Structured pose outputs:
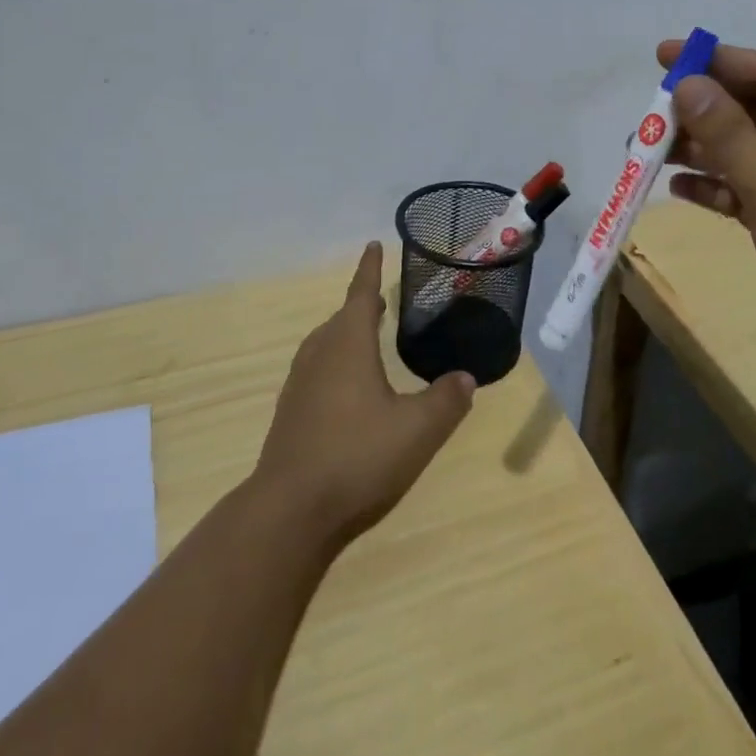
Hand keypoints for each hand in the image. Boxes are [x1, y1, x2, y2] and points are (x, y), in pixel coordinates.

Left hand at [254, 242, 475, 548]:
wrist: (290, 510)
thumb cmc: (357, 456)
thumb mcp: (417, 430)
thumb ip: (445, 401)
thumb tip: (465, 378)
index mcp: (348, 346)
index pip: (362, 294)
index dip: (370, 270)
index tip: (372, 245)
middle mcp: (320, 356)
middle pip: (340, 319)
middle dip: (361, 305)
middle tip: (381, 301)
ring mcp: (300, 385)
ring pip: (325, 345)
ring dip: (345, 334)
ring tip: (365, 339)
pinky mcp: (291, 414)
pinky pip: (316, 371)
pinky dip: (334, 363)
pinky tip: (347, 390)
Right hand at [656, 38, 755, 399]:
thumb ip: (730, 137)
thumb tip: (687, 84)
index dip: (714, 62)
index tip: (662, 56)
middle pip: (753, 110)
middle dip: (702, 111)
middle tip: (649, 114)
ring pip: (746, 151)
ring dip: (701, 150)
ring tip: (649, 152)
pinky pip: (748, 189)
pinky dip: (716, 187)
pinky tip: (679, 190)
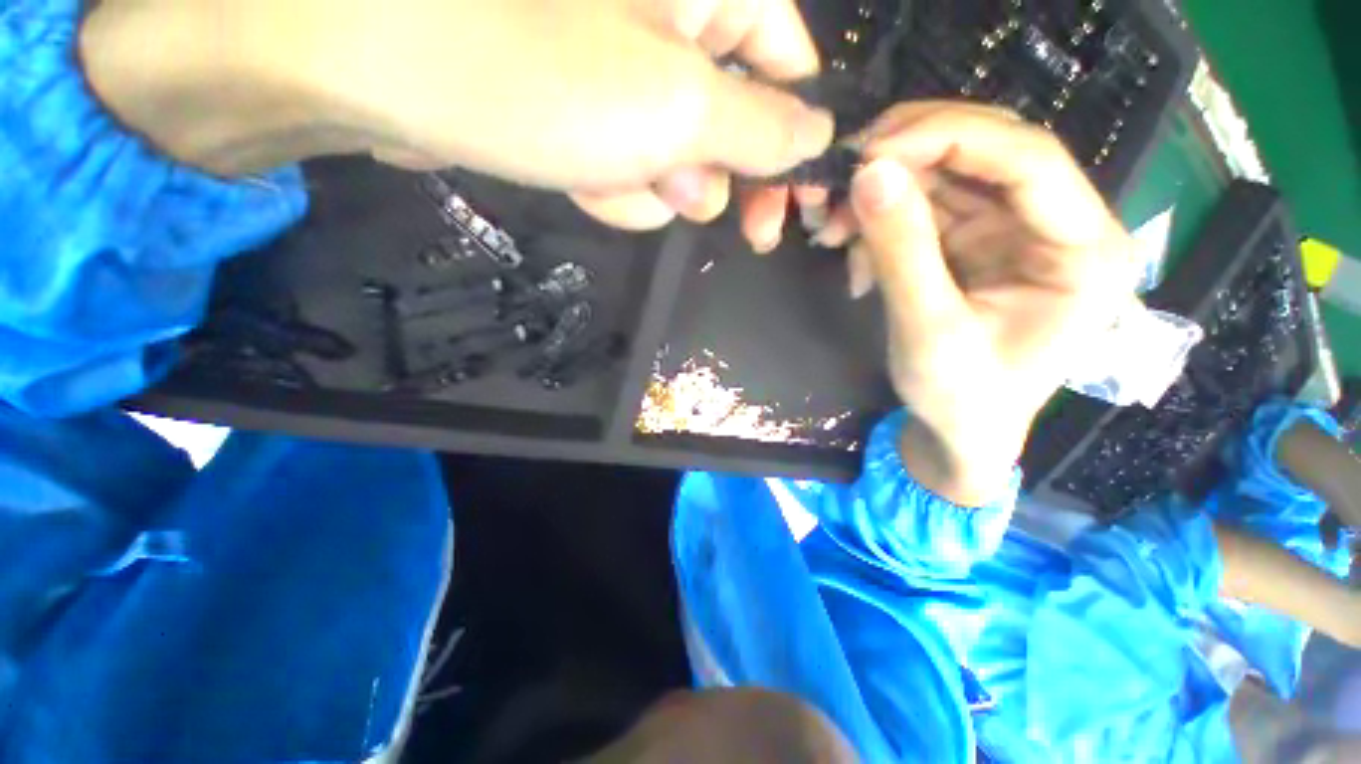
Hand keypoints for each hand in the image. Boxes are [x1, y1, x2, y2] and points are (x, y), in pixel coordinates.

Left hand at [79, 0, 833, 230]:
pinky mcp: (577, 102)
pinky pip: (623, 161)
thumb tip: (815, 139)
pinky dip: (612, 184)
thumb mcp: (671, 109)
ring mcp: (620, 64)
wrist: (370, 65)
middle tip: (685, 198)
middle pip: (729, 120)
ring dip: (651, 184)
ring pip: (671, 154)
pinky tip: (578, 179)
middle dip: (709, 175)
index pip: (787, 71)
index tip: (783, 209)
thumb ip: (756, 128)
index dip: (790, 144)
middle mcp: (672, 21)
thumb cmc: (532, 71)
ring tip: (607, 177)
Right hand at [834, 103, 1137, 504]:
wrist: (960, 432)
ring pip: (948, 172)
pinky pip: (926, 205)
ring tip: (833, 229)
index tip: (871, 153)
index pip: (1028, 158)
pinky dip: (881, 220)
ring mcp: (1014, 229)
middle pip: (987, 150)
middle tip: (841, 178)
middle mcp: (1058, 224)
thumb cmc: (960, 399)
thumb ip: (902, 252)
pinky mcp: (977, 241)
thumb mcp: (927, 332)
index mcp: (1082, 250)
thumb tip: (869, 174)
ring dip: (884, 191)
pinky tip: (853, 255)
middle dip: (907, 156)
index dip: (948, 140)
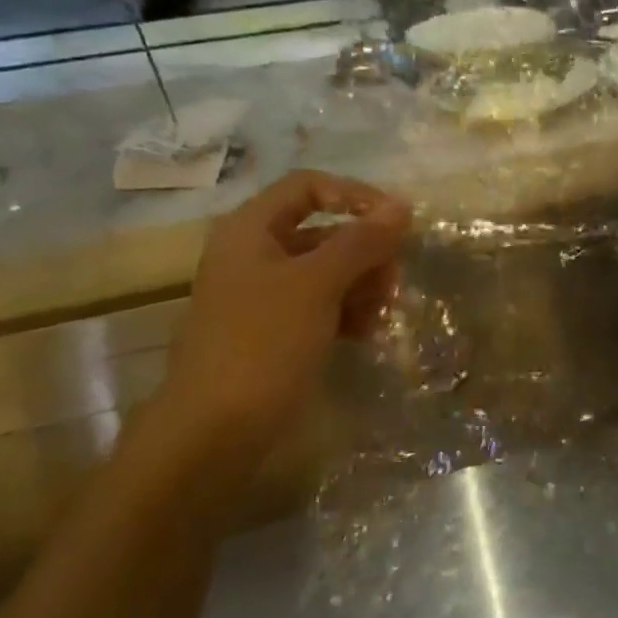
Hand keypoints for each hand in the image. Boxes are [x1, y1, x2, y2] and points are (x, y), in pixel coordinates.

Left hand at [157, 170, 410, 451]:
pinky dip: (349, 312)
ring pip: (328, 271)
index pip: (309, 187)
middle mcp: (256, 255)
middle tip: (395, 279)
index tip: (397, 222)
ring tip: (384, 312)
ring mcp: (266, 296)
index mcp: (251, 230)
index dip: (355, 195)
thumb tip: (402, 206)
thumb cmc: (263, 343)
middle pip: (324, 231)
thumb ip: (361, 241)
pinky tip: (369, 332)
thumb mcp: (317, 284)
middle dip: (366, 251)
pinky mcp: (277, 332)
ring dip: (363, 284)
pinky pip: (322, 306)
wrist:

#### INSTRUCTIONS FOR THE TASK
Please output exactly the lines from the one containing "thumb ip: (361, 241)" through the end of the records, both included.

#### TASK RESULT
thumb ip: (361, 241)
pinky tip: (369, 332)
thumb mcp: (317, 284)
middle dip: (366, 251)
pinky mcp: (277, 332)
ring dip: (363, 284)
pinky pip: (322, 306)
wrist:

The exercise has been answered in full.